Collected data:
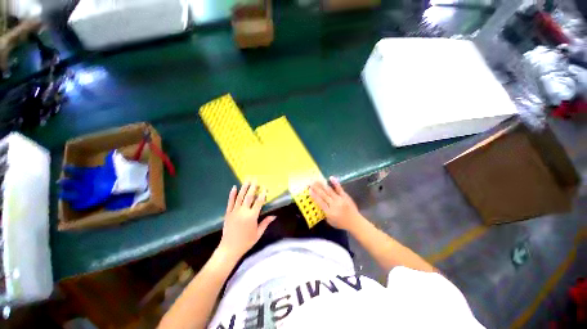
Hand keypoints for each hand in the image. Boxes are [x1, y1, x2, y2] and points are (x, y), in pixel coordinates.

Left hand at [219, 181, 275, 258]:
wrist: (229, 249)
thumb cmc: (246, 242)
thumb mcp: (258, 233)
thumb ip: (265, 223)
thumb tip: (274, 215)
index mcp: (252, 216)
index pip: (259, 202)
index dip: (262, 194)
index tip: (265, 187)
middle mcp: (243, 212)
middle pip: (249, 196)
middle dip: (253, 187)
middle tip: (255, 179)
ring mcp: (234, 211)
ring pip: (240, 197)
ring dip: (244, 187)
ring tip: (247, 180)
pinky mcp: (228, 213)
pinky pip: (230, 202)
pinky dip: (232, 194)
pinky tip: (234, 187)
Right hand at [309, 177, 361, 230]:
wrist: (355, 223)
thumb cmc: (341, 223)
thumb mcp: (330, 221)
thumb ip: (324, 213)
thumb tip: (319, 205)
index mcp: (329, 212)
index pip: (320, 202)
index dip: (314, 195)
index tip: (309, 190)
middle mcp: (334, 205)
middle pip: (323, 195)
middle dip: (316, 188)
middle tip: (311, 182)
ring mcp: (340, 200)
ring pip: (329, 191)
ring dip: (322, 185)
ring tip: (317, 180)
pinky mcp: (345, 196)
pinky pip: (339, 189)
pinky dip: (335, 183)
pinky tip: (331, 177)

§ TASK ITEM:
Repeat the data verbatim through the "middle dip: (253, 187)" line, no pictures.

§ EXERCISE ANSWER:
Hand keypoints for each hand in the image. Boxes are [x1, y1, x2, y2] and points are (x, y), in pixel coordinates.

Left hand at [219, 181, 275, 258]:
wrist: (229, 249)
thumb cmc: (246, 242)
thumb mcp: (258, 233)
thumb ip: (265, 223)
thumb tip: (274, 215)
index mcp: (252, 216)
index pip: (259, 202)
index dip: (262, 194)
index tip: (265, 187)
middle mcp: (243, 212)
middle pip: (249, 196)
middle dip: (253, 187)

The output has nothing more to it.